The Greeks, for their part, have been putting their national identity ahead of their pocketbooks, in ways that economists do not understand and continually fail to predict. It is economically irrational for Greeks to prefer continued membership in the eurozone, when they could remain in the EU with a restored national currency that they could devalue.
But, for the Greeks, eurozone membership does not mean only that they can use the common currency. It places their country on a par with Italy, Spain, France, and Germany, as a “full member” of Europe – a position consistent with Greece’s status as the birthplace of Western civilization.
Whereas that stance reflects the vision of an “ever-closer union” that motivated the EU’s founders, Germany’s narrower, economic understanding of European integration cannot inspire ordinary citizens to support the compromises necessary to keep the EU together. Nor can it withstand the inevitable attacks directed against EU institutions for every action and regulation that citizens dislike and for which national politicians want to avoid responsibility.
The original European Economic Community, created by the Treaty of Rome in 1957, was, as the name indicates, economic in nature. The Treaty itself was hard-headed, grounded in the converging economic interests of France and Germany, with the Benelux countries and Italy rounding out the basis of a new European economy.
But economic integration was underpinned by a vision of peace and prosperity for Europe’s peoples, after centuries of unprecedented violence had culminated in two world wars that reinforced the seemingly eternal enmity between France and Germany. And, indeed, the language of a larger political union was embedded in Europe’s treaties, to be interpreted by the European Court of Justice and subsequent generations of European decision-makers in ways that supported the construction of a common European polity and identity, as well as a unified economy.
My mother, a young Belgian in the 1950s, remembers the idealism and the excitement of the European federalist movement, with its promise that her generation could create a different future for Europe and the world. To be sure, the vision of a United States of Europe, espoused by many of those early federalists, looked backward to the founding of the US, rather than forward to a distinctive European venture. Nonetheless, the EU that emerged – which pools sovereignty sufficiently to benefit from being a powerful regional entity in a world of almost 200 countries while maintaining its members’ distinct languages and cultures – is something new.
That experiment cannot survive if supported only by economic rigor and rules. What can continue to justify a political entity after the urgent realities and convictions that drove its establishment have faded to the pages of history and civics books or, at best, are the subject of grandparents’ stories?

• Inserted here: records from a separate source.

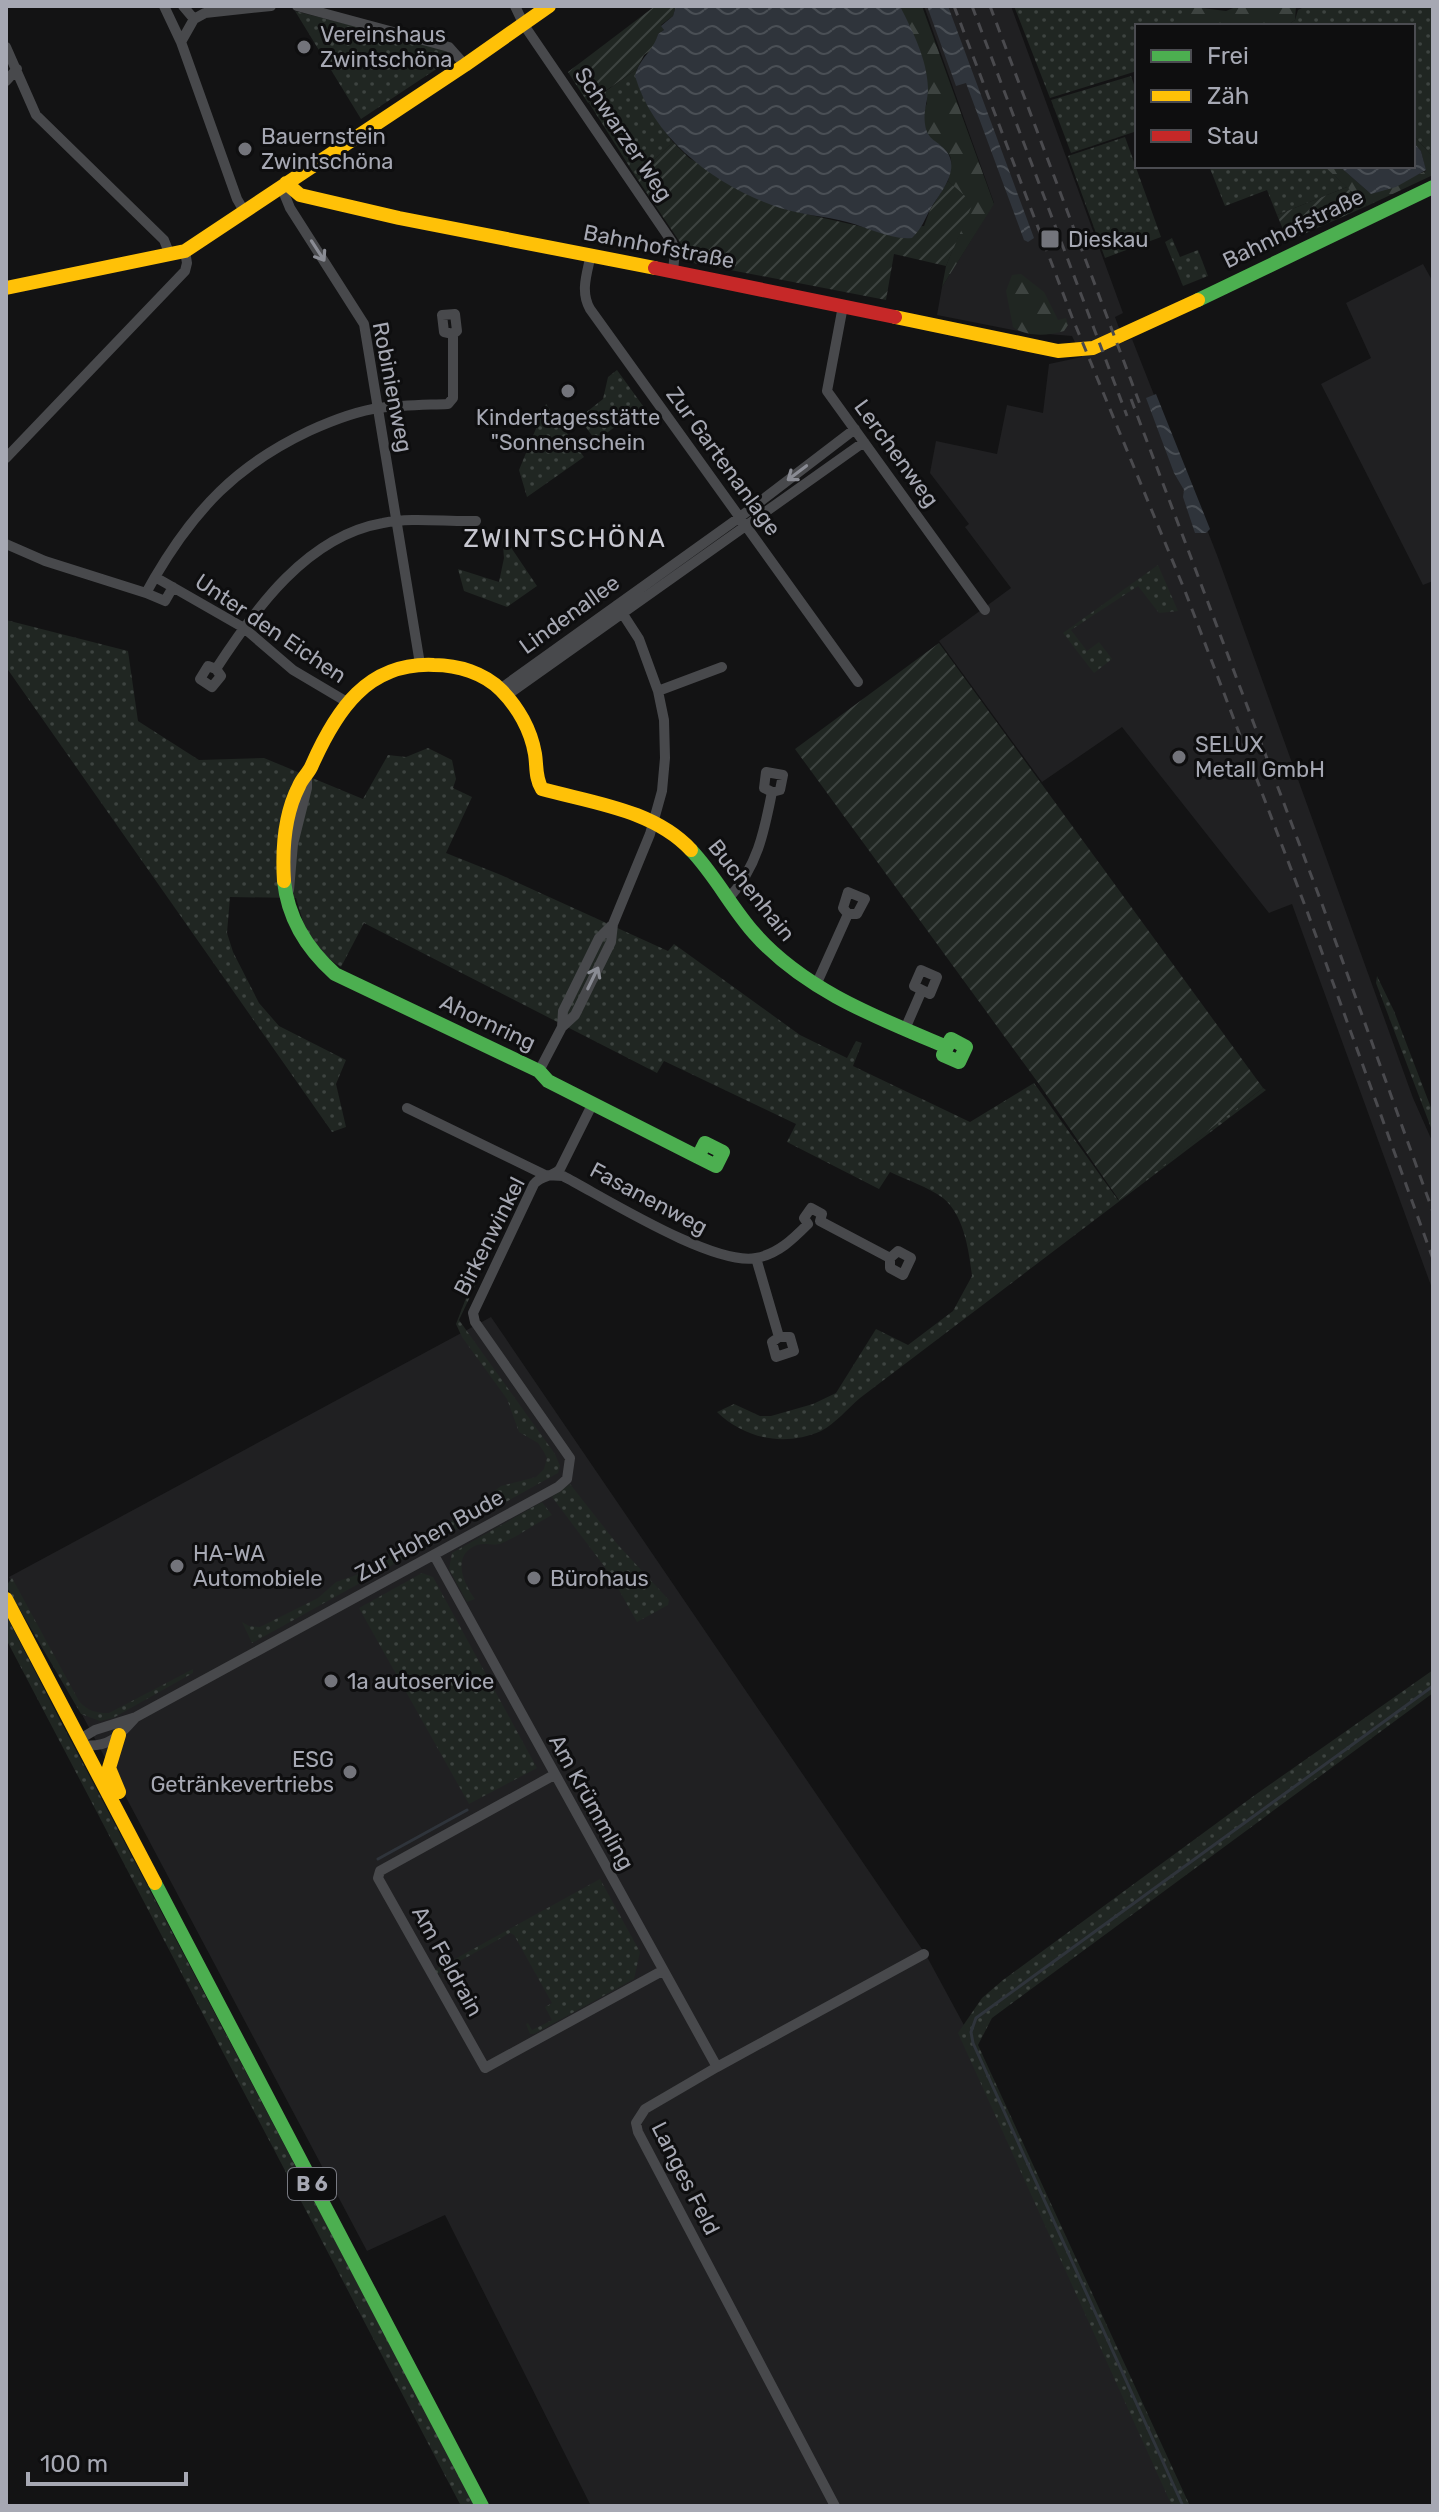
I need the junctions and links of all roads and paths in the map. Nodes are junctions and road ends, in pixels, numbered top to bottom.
1 (164, 6) edge
2 (183, 6) edge
3 (271, 6) edge
4 (297, 6) edge
5 (515, 6) edge
6 (549, 6) edge
7 (194, 19) junction
8 (524, 25) junction
9 (181, 42) junction
10 (6, 47) edge
11 (465, 65) junction
12 (17, 69) junction
13 (6, 81) edge
14 (284, 184) junction
15 (1433, 187) edge
16 (244, 211) junction
17 (177, 253) junction
18 (591, 254) junction
19 (673, 271) junction
20 (6, 288) edge
21 (843, 306) junction
22 (453, 334) dead end
23 (378, 408) junction
24 (855, 429) junction
25 (864, 442) junction
26 (6, 458) edge
27 (397, 520) junction
28 (476, 521) dead end
29 (743, 521) junction
30 (6, 544) edge
31 (155, 577) junction
32 (173, 587) junction
33 (146, 593) junction
34 (620, 609) junction
35 (985, 610) dead end
36 (244, 628) junction
37 (420, 664) junction
38 (722, 667) dead end
39 (216, 669) dead end
40 (858, 682) dead end
41 (658, 691) junction
42 (503, 692) junction
43 (347, 702) junction
44 (772, 792) dead end
45 (654, 821) junction
46 (729, 898) junction
47 (848, 914) dead end
48 (816, 985) junction
49 (922, 990) dead end
50 (905, 1029) junction
51 (947, 1047) dead end
52 (539, 1071) junction
53 (589, 1103) junction
54 (407, 1108) dead end
55 (698, 1157) dead end
56 (550, 1175) junction
57 (820, 1221) junction
58 (808, 1224) junction
59 (756, 1258) junction
60 (890, 1258) dead end
61 (473, 1313) joint
62 (779, 1337) dead end
63 (434, 1555) junction
64 (6, 1599) edge
65 (136, 1717) junction
66 (119, 1735) junction
67 (82, 1742) junction
68 (554, 1775) junction
69 (143, 1861) junction
70 (924, 1954) dead end
71 (662, 1971) junction
72 (717, 2067) junction
73 (482, 2506) edge
74 (835, 2506) edge

1 - 9 street
2 - 7 street
3 - 7 street
4 - 11 street
5 - 8 street, Schwarzer Weg
6 - 8 street
7 - 9 street
8 - 11 street
8 - 19 street, Schwarzer Weg
9 - 16 street
10 - 12 street
11 - 14 street
12 - 13 street
12 - 17 street
14 - 16 street
14 - 18 street, Bahnhofstraße
14 -> 23 street, Robinienweg
15 - 21 street, Bahnhofstraße
16 - 17 street
17 - 20 street
17 - 26 street
18 - 19 street, Bahnhofstraße
18 - 29 street, Zur Gartenanlage
19 - 21 street, Bahnhofstraße
21 - 24 street, Lerchenweg
22 - 23 street
23 - 27 street, Robinienweg
23 - 31 street
24 - 25 street, Lerchenweg
24 -> 29 street, Lindenallee
25 - 29 street, Lindenallee
25 - 35 street, Lerchenweg
27 - 28 street
27 - 36 street
27 - 37 street, Robinienweg
29 - 34 street, Lindenallee
29 - 40 street, Zur Gartenanlage
30 - 33 street
31 - 32 street, Unter den Eichen
31 - 33 street
32 - 33 street, Unter den Eichen
32 - 36 street, Unter den Eichen
34 - 41 street
34 - 42 street, Lindenallee
36 - 39 street
36 - 43 street, Unter den Eichen
37 - 42 street, Ahornring
37 - 43 street, Ahornring
38 - 41 street
41 - 45 street
42 - 45 street, Ahornring
43 - 52 street, Ahornring
44 - 46 street
45 - 46 street, Buchenhain
45 - 52 street
46 - 48 street, Buchenhain
47 - 48 street
48 - 50 street, Buchenhain
49 - 50 street
50 - 51 street, Buchenhain
52 - 53 street, Ahornring
53 - 55 street, Ahornring
53 - 56 street, Birkenwinkel
54 - 56 street, Fasanenweg
56 - 59 street, Fasanenweg
56 - 61 street, Birkenwinkel
57 - 58 street
57 - 58 street
57 - 60 street
58 - 59 street
59 - 62 street
61 - 63 street, Zur Hohen Bude
63 - 65 street, Zur Hohen Bude
63 - 68 street, Am Krümmling
64 - 67 street, B 6
65 - 66 street, Zur Hohen Bude
65 - 67 street, Zur Hohen Bude
66 - 67 street
66 - 69 street
67 - 69 street, B 6
68 - 71 street, Am Krümmling
68 - 71 street, Am Feldrain
69 - 73 street, B 6
70 - 72 street, Langes Feld
71 - 72 street, Am Krümmling
72 - 74 street, Langes Feld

For the US, those questions arose in the 1840s and 1850s, when the urgent need for a union to secure independence had faded, causing issues and conflicts that had been papered over to resurface. In particular, slavery was allowed in some states, but prohibited in others, and the 1787 compromise to count each slave as three-fifths of a person when determining a state’s population for representation and taxation was fraying. Economic differences between the industrial north and the agricultural south meant that discussions over states’ rights were about livelihoods as well as lives. A horrific war resulted, in which the US defeated the secessionist southern Confederacy and imposed its vision of the union.
Before the war’s end, President Abraham Lincoln created a new narrative, declaring in the Gettysburg Address that it was fought for democracy as much as equality, with the goal of ensuring that “government of the people, by the people, for the people, shall not perish from the earth.” This account simplified – and, in many ways, distorted – the historical record. But no matter; the speech became as important a part of American national identity as the Declaration of Independence and the Constitution.
The EU is now facing its own civil war, though one that, fortunately, is free of physical violence. Without statesmen and stateswomen able to articulate a vision of a shared future worth working and even sacrificing for, the side of unity may not win. Europe’s national anthem, a circle of stars, and talk of fiscal rectitude and structural reforms cannot compete with the potent messages of the EU’s opponents.
Those opponents, on both the right and the left, are focusing on the everyday living conditions of European citizens – those who feel threatened by migrants and those who are suffering as a result of austerity. For the EU to continue its march toward a stronger and closer polity and economy –one that nevertheless falls far short of a federal state – it must offer the credible prospect of a better life for all of its citizens.
Just before the final round of the recent Greek negotiations, French President François Hollande said that he did not want a Europe that “no longer progresses.” Fair enough. But progress toward what? Toward liberty, equality, and fraternity for all of Europe? Toward the dignity and solidarity of all European citizens? Toward a shared European house that is kept in order?
These are the questions that a new generation of European politicians must answer.